Here’s some other ways Ikea is working to keep pace with changing shopper habits:
Ikea and Apple are planning an augmented reality app that lets customers “visualize what Ikea products will look like in their own homes, before buying the products.”
The app, scheduled for release in the fall, would let shoppers virtually preview Ikea furniture in 3D in their homes before committing to a purchase.
Valdsgaard said customers will initially be able to preview about 500 to 600 items through the app, and new ranges will be added over time.
Ikea has been encouraging shoppers since February to test a new in-store virtual reality app that lets people explore an Ikea kitchen and cook virtual pancakes.
“Buying a new kitchen is often a big investment and we want our customers to feel confident about their purchase,” said Anders Grafstrom, a member of the Ikea kitchen team. “We believe in virtual reality as one of several tools that will support people in realizing their home furnishing dreams.”
The virtual reality experience is available in four locations.
Ikea is known for operating massive big-box stores in the suburbs.
But it started opening smaller outlets that are closer to city centers in 2015. There are now 44 of the stores — some of which are roughly one-tenth the size of a typical Ikea — in countries including the U.K., Canada, Norway, Italy, Japan and China.

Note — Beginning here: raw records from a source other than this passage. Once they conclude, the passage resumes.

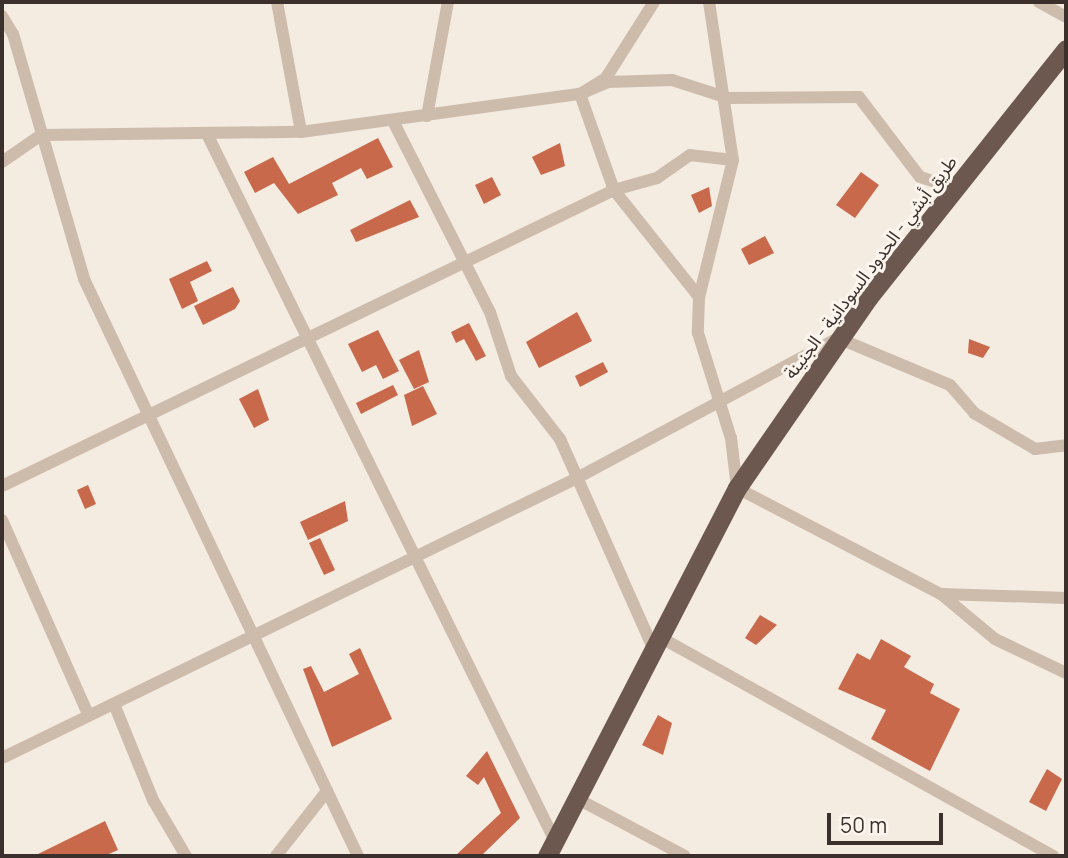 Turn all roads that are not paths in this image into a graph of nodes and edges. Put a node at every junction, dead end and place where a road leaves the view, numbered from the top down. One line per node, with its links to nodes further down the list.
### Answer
1 (277, 2): 13 (street)
2 (448, 2): 11 (street)
3 (654, 2): 9 (street)
4 (709, 2): 10 (street)
5 (1039, 2): 7 (street)
6 (2, 16): 15 (street)
7 (1066, 17)
8 (1066, 49): 18 (highway, طريق أبشي - الحدود السودانية - الجنينة)
9 (580, 94): 10 (street); 11 (street); 19 (street)
10 (728, 98): 16 (street); 18 (street)
11 (427, 116): 12 (street)
12 (393, 121): 13 (street); 20 (street)
13 (301, 132): 14 (street)
14 (207, 134): 15 (street); 23 (street)
15 (41, 135): 17 (street); 25 (street)
16 (733, 160): 19 (street); 21 (street)
17 (2, 162)
18 (956, 189): 22 (highway, طريق أبشي - الحدود السودانية - الجنينة)
19 (614, 190): 20 (street); 21 (street)
20 (462, 261): 23 (street); 27 (street)
21 (699, 297): 24 (street)
22 (838, 338): 24 (street); 26 (street); 29 (highway, طريق أبشي - الحدود السودانية - الجنينة)
23 (309, 340): 25 (street); 31 (street)
24 (716, 405): 27 (street); 29 (street)
25 (150, 414): 28 (street); 34 (street)
26 (1066, 445)
27 (577, 478): 31 (street); 35 (street)
28 (2, 486)
29 (737, 488): 32 (street); 35 (highway, طريق أبشي - الحدود السودانية - الجنينة)
30 (2, 520): 38 (street)
31 (412, 559): 34 (street); 42 (street)
32 (941, 594): 33 (street); 36 (street)
33 (1066, 598)
34 (254, 638): 37 (street); 40 (street)
35 (655, 641): 41 (highway, طريق أبشي - الحدود السودانية - الجنينة); 47 (street)
36 (1066, 673)
37 (114, 704): 38 (street); 43 (street)
38 (89, 716): 39 (street)
39 (2, 758)
40 (327, 791): 44 (street); 45 (street)
41 (576, 798): 42 (highway, طريق أبشي - الحدود السودانية - الجنينة); 46 (street)
42 (551, 849)
43 (186, 856)
44 (276, 856)
45 (358, 856)
46 (685, 856)
47 (1053, 856)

Customers are able to place orders online, and then collect their items from local stores with less hassle.
“For most consumers, the nearest Ikea store is too far away and we are developing the concept to enable more people to reach the Ikea range,” a spokesperson said.
Ikea has tested dozens of temporary pop-up stores to promote its bedroom and kitchen ranges.
Ikea’s “Dining Club” pop-up restaurant appeared in London late last year and encouraged visitors to use Ikea products to cook their own meals for friends. Another pop-up shop featuring Ikea bedroom furniture encouraged visitors to come in for breakfast-in-bed treats.
The company denied rumors that it planned to launch standalone Ikea restaurants to sell its popular Swedish meatballs. You’ll have to keep going to the big stores for that experience.